- TASK TO COMPLETE -
Please give back the listing exactly, without any of its pictures.

- SUPPLIED MATERIAL -
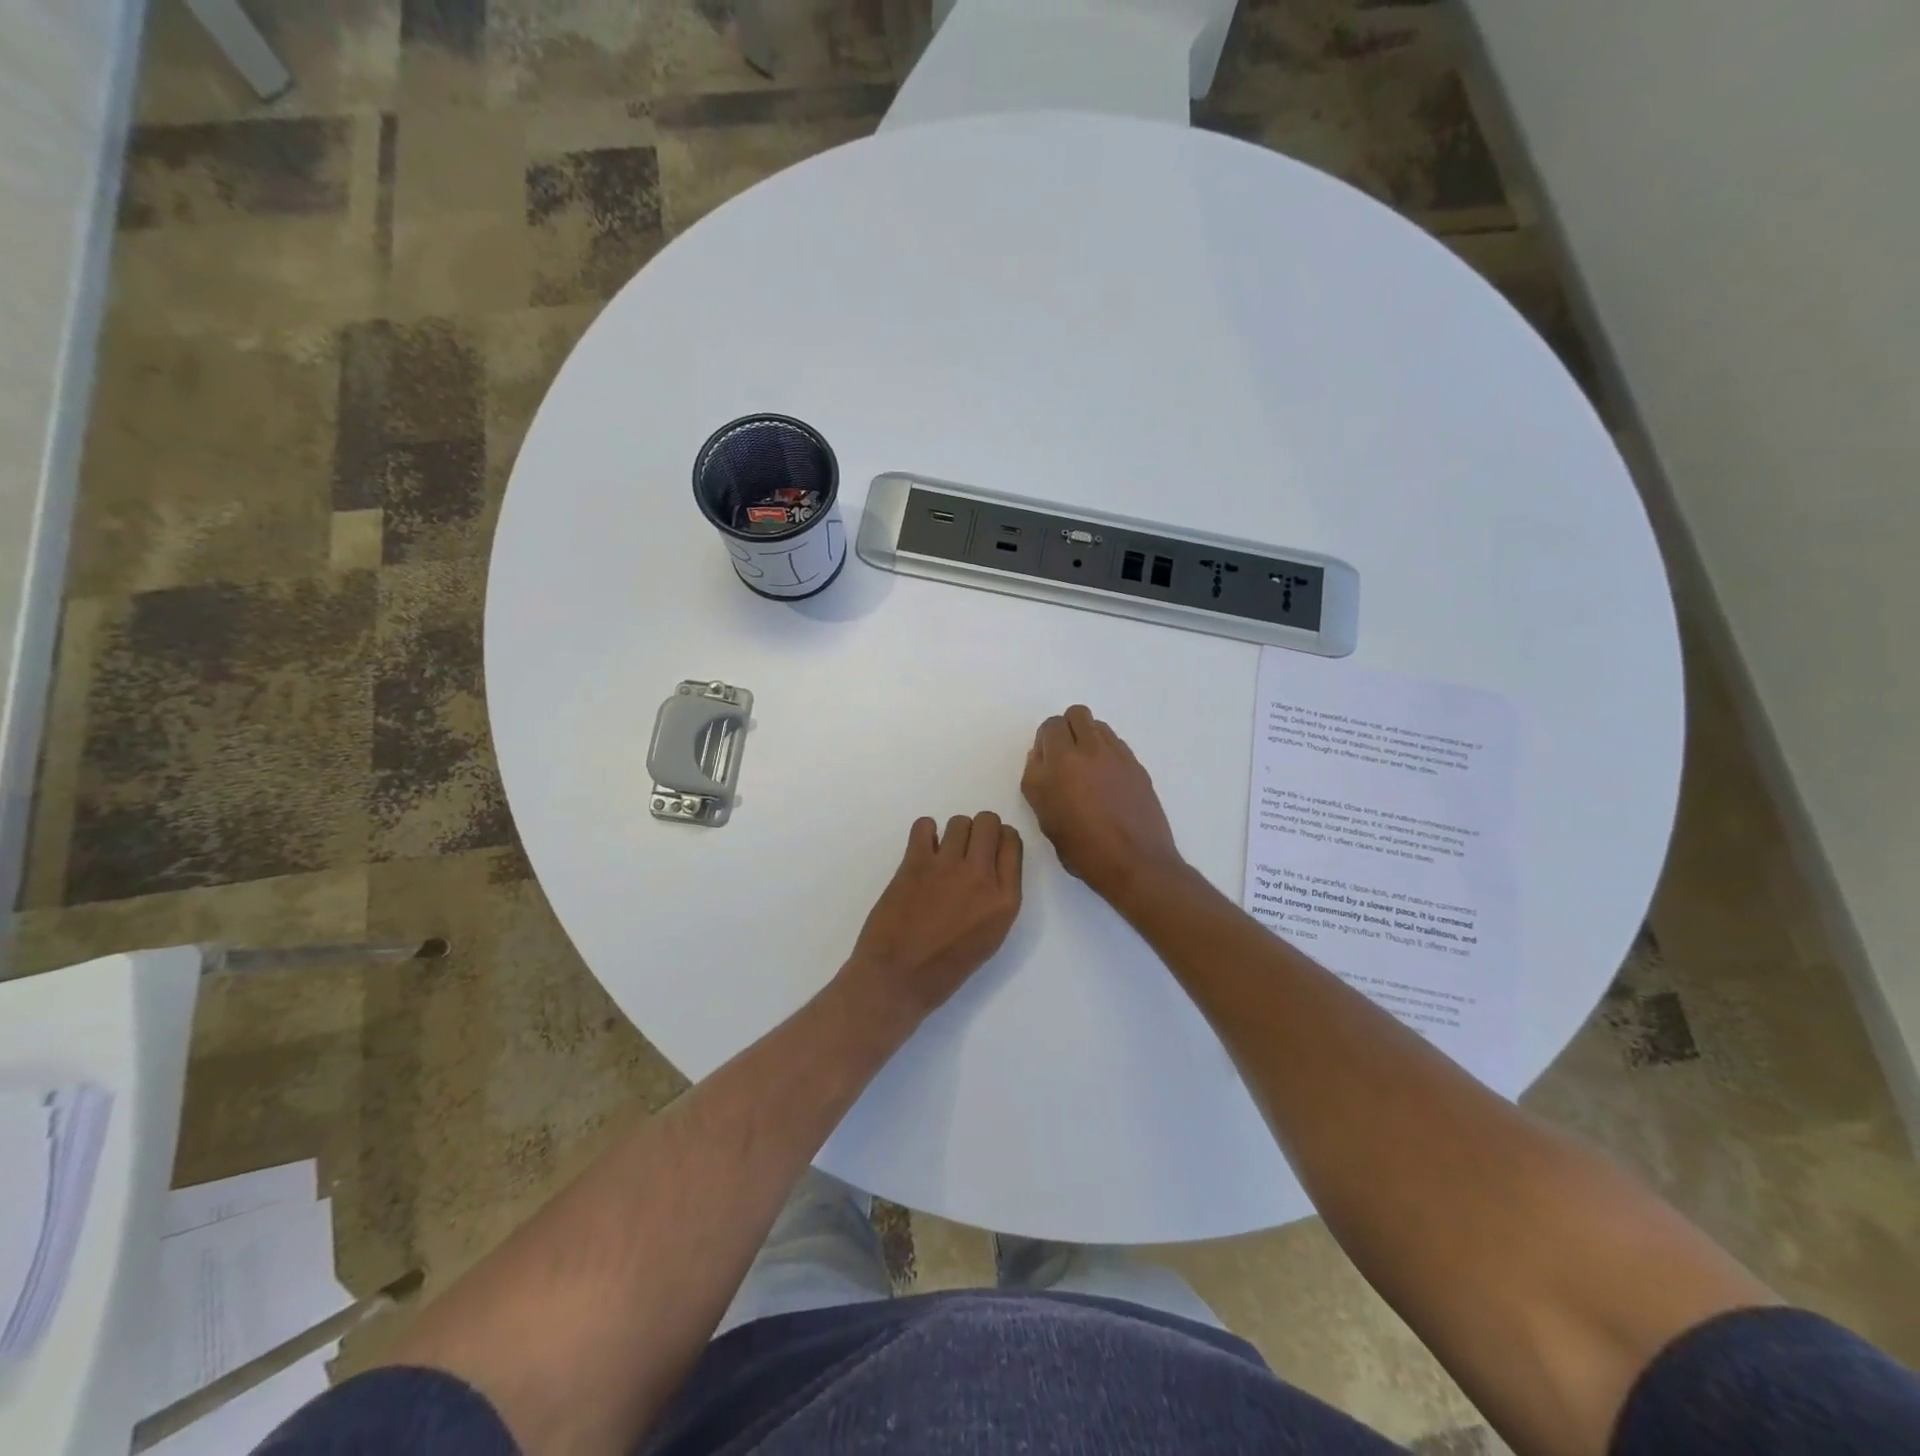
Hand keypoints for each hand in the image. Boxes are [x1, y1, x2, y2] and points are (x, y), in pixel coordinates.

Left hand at [842, 812, 1023, 1025]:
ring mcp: (947, 867)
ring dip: (952, 834)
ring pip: (959, 821)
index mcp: (1005, 900)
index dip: (999, 841)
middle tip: (965, 851)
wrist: (898, 978)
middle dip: (979, 830)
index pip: (1012, 843)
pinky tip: (922, 853)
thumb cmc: (945, 968)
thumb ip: (996, 897)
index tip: (988, 852)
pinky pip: (925, 825)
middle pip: (989, 823)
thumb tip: (990, 867)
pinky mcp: (915, 863)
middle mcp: (981, 877)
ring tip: (941, 855)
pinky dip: (924, 833)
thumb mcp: (990, 936)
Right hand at [1021, 705, 1185, 909]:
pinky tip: (1108, 779)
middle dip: (1067, 729)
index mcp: (1060, 763)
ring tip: (1088, 767)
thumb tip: (1042, 757)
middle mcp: (1088, 750)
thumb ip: (1037, 781)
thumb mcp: (1044, 819)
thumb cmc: (1083, 849)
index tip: (1047, 762)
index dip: (1045, 741)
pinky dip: (1107, 751)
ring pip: (1098, 725)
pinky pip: (1116, 743)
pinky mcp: (1136, 765)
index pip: (1050, 727)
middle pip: (1076, 714)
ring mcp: (1116, 755)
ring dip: (1088, 737)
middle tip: (1066, 757)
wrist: (1135, 863)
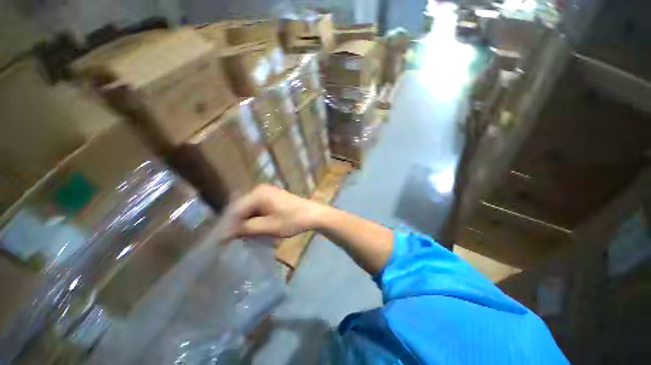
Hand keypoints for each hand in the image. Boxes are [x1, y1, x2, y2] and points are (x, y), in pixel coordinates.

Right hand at [223, 184, 324, 238]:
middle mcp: (259, 190)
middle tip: (227, 240)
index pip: (236, 211)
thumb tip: (226, 234)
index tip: (220, 242)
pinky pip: (256, 208)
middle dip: (233, 224)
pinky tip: (250, 228)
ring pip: (248, 208)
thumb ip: (247, 229)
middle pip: (240, 208)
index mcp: (258, 194)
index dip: (227, 227)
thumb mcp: (269, 227)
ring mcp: (266, 192)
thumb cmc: (293, 220)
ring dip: (243, 222)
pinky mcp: (271, 197)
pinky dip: (252, 218)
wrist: (313, 214)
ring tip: (237, 236)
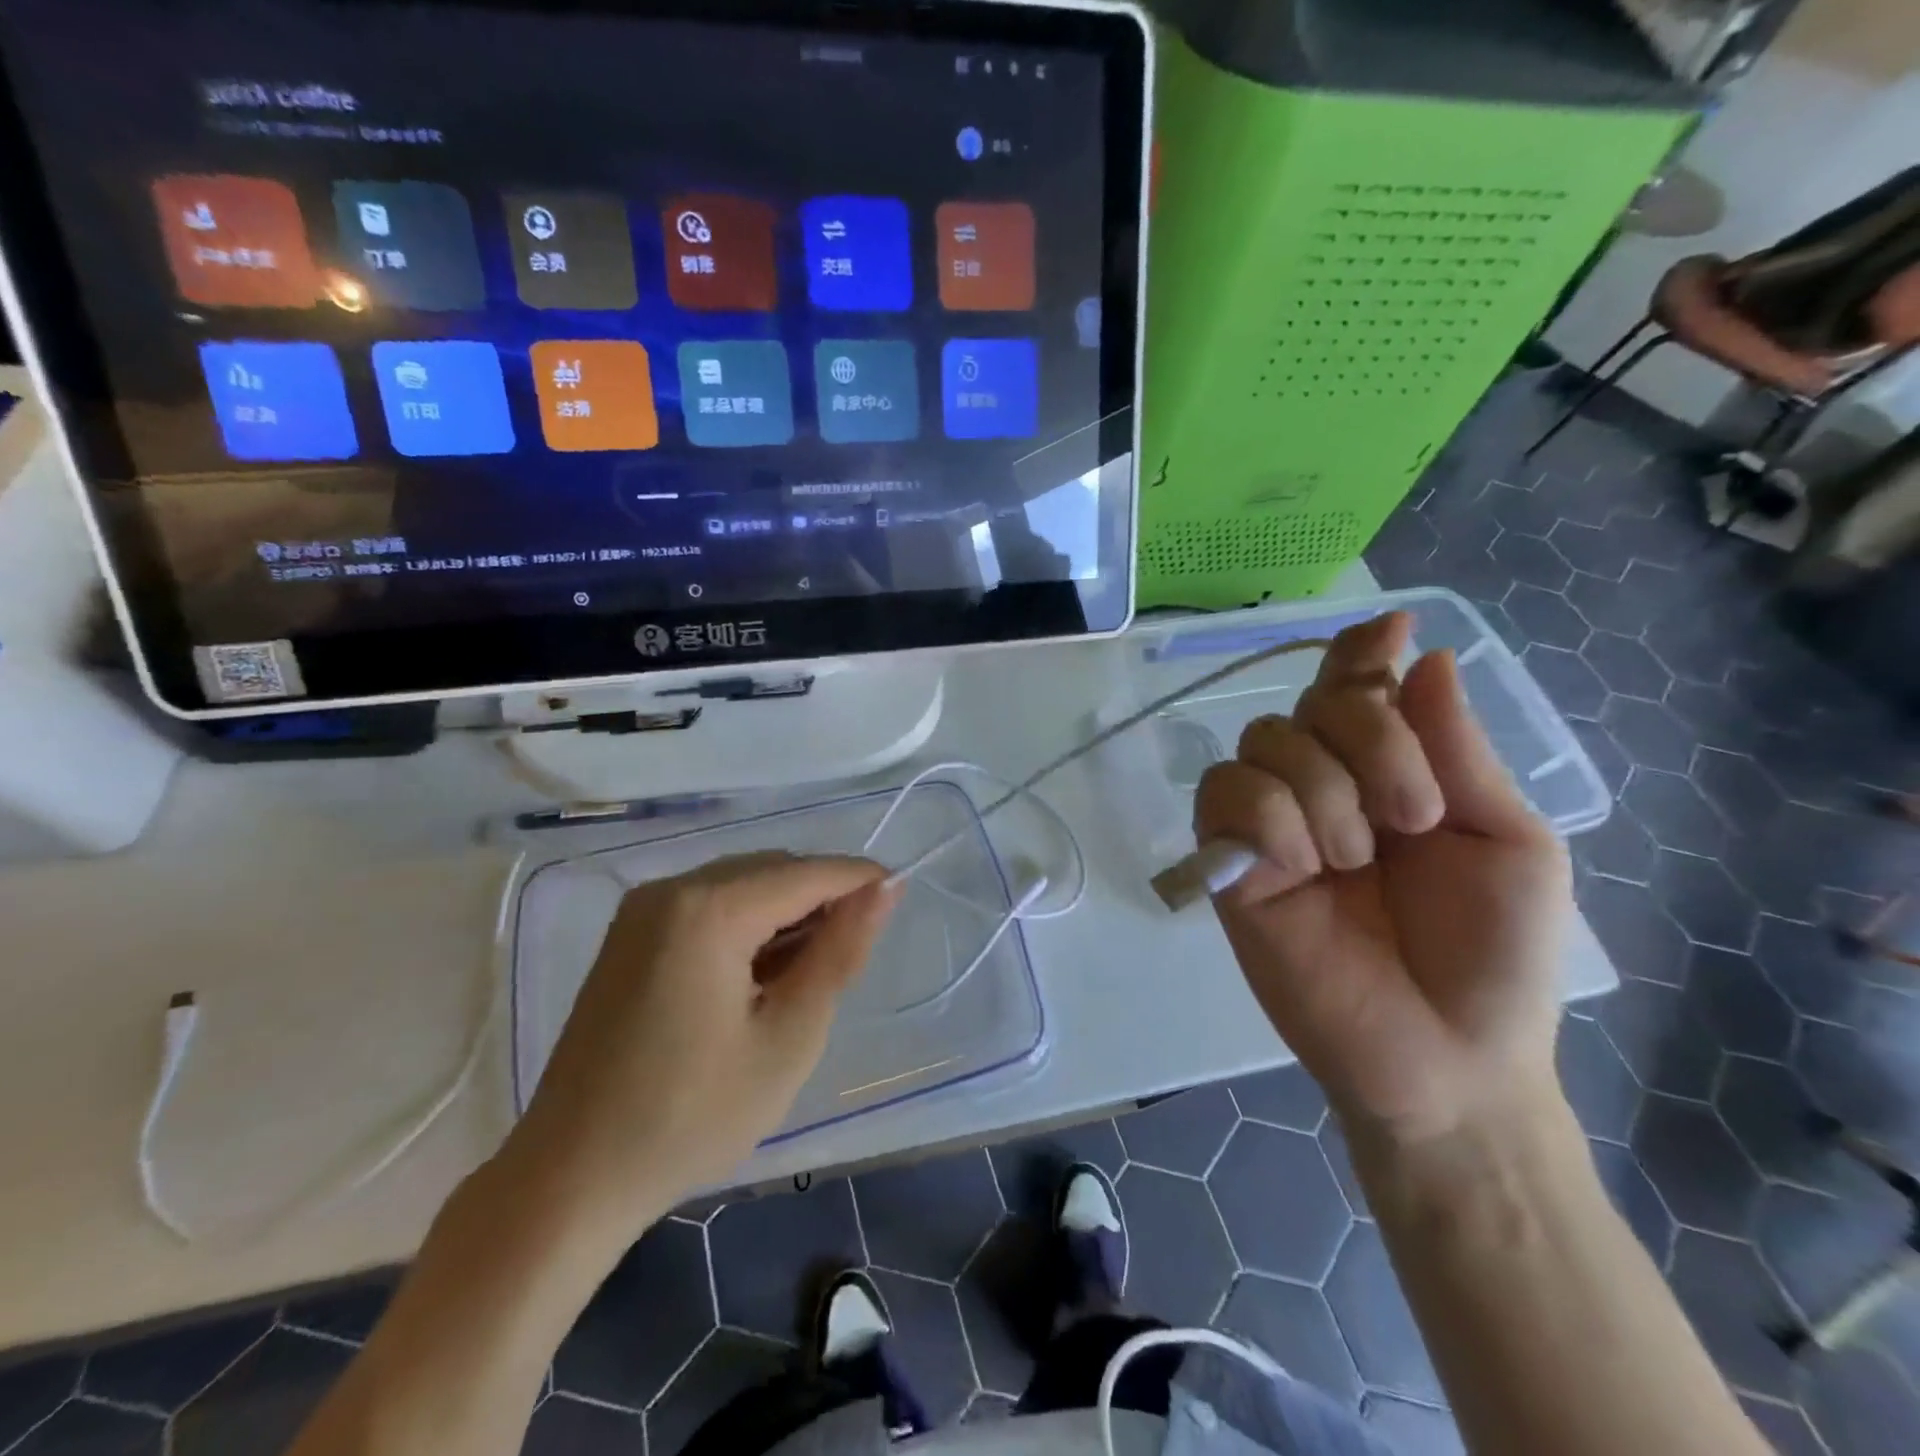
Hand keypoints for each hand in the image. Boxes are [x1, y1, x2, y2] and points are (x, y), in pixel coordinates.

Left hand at [499, 853, 897, 1242]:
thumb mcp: (788, 1037)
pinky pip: (708, 904)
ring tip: (807, 972)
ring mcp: (642, 909)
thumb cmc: (692, 1115)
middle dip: (821, 898)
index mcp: (709, 909)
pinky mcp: (629, 934)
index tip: (899, 896)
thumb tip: (882, 890)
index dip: (859, 880)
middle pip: (772, 870)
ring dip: (784, 913)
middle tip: (851, 955)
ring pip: (741, 884)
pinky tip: (758, 974)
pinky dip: (746, 925)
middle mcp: (671, 889)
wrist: (571, 1177)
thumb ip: (839, 952)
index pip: (807, 872)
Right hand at [1195, 613, 1570, 1147]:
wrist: (1447, 1058)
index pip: (1358, 687)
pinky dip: (1270, 817)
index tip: (1391, 630)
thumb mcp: (1509, 842)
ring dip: (1324, 791)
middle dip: (1370, 741)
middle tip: (1415, 816)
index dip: (1363, 653)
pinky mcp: (1229, 861)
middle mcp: (1323, 785)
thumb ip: (1459, 752)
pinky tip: (1301, 867)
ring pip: (1265, 741)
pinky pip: (1226, 793)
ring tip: (1356, 862)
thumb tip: (1425, 656)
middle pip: (1312, 703)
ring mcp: (1271, 824)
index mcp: (1391, 774)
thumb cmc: (1496, 954)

- WRITTEN SOLUTION -
Hand keypoints for each hand in the image. Boxes are [x1, y1, x2, y2] and points are (x, y), in pixel coordinates.

Left hand at [842, 812, 1023, 1025]:
ring mcp: (947, 867)
ring dip: (952, 834)
ring pip: (959, 821)
index mcp: (1005, 900)
index dip: (999, 841)
middle tip: (965, 851)
wrist: (898, 978)
middle dip: (979, 830)
index pip: (1012, 843)
pinky tip: (922, 853)
thumb cmc: (945, 968)
thumb ip: (996, 897)
index tip: (988, 852)
pinky pip: (925, 825)
middle pip: (989, 823)
thumb tip: (990, 867)
pinky mcp: (915, 863)
middle mcp: (981, 877)
ring tip: (941, 855)
pinky dip: (924, 833)
thumb mcp: (990, 936)
Right hand at [1021, 705, 1185, 909]:
pinky tip: (1108, 779)
middle dip: (1067, 729)
index mcp: (1060, 763)
ring tip: (1088, 767)
thumb tip: (1042, 757)
middle mcp: (1088, 750)
thumb ip: (1037, 781)
thumb mcp: (1044, 819)
thumb cmc: (1083, 849)
index tip: (1047, 762)
index dip: (1045, 741)
pinky dip: (1107, 751)
ring pip: (1098, 725)
pinky pip: (1116, 743)
pinky mcp: (1136, 765)
index pip: (1050, 727)
middle pip: (1076, 714)
ring mcp: (1116, 755)
ring dip: (1088, 737)
middle tip: (1066, 757)
wrist: (1135, 863)
Hand keypoints for each hand in the image. Boxes are [x1, y1, x2, y2] and points are (x, y), in pixel coordinates.

Right hand at [223, 184, 324, 238]:
middle mcp: (259, 190)
middle tip: (227, 240)
index pip: (236, 211)
thumb tip: (226, 234)
index tip: (220, 242)
pinky pip: (256, 208)
middle dip: (233, 224)
pinky tip: (250, 228)
ring pip: (248, 208)
thumb ip: (247, 229)
middle pip: (240, 208)
index mcp: (258, 194)
index dip: (227, 227)
thumb mcp: (269, 227)
ring mcp: (266, 192)
thumb cmc: (293, 220)
ring dip: (243, 222)
pinky mcp: (271, 197)
pinky dip: (252, 218)
wrist: (313, 214)
ring tip: (237, 236)
Hand keypoints for each hand in the image. Boxes are [x1, y1, x2, y2] and points are (x, y), in pixel coordinates.

Left hand at [499, 853, 897, 1242]:
thumb mcp: (788, 1037)
pinky pip: (708, 904)
ring tip: (807, 972)
ring mcp: (642, 909)
thumb cmc: (692, 1115)
middle dip: (821, 898)
index mcp: (709, 909)
pinky mcp: (629, 934)
index tip: (899, 896)
thumb tip: (882, 890)
index dip: (859, 880)
middle pip: (772, 870)
ring dip: (784, 913)
middle tip: (851, 955)
ring pip: (741, 884)
pinky tip: (758, 974)
pinky dip: (746, 925)
middle mcp: (671, 889)
wrist: (571, 1177)
thumb ip: (839, 952)
index pip: (807, 872)
Right hand at [1195, 613, 1570, 1147]:
wrist: (1447, 1058)
index pip: (1358, 687)
pinky dip: (1270, 817)
index tip: (1391, 630)
thumb mcp: (1509, 842)
ring dip: (1324, 791)
middle dip: (1370, 741)
middle tip: (1415, 816)
index dip: (1363, 653)
pinky mcp: (1229, 861)
middle mcp: (1323, 785)
thumb ip: (1459, 752)
pinky tip: (1301, 867)
ring pip: (1265, 741)
pinky pip: (1226, 793)
ring tip: (1356, 862)
thumb tip: (1425, 656)
middle pip: (1312, 703)
ring mcp: (1271, 824)
index mcp: (1391, 774)
thumb cmc: (1496, 954)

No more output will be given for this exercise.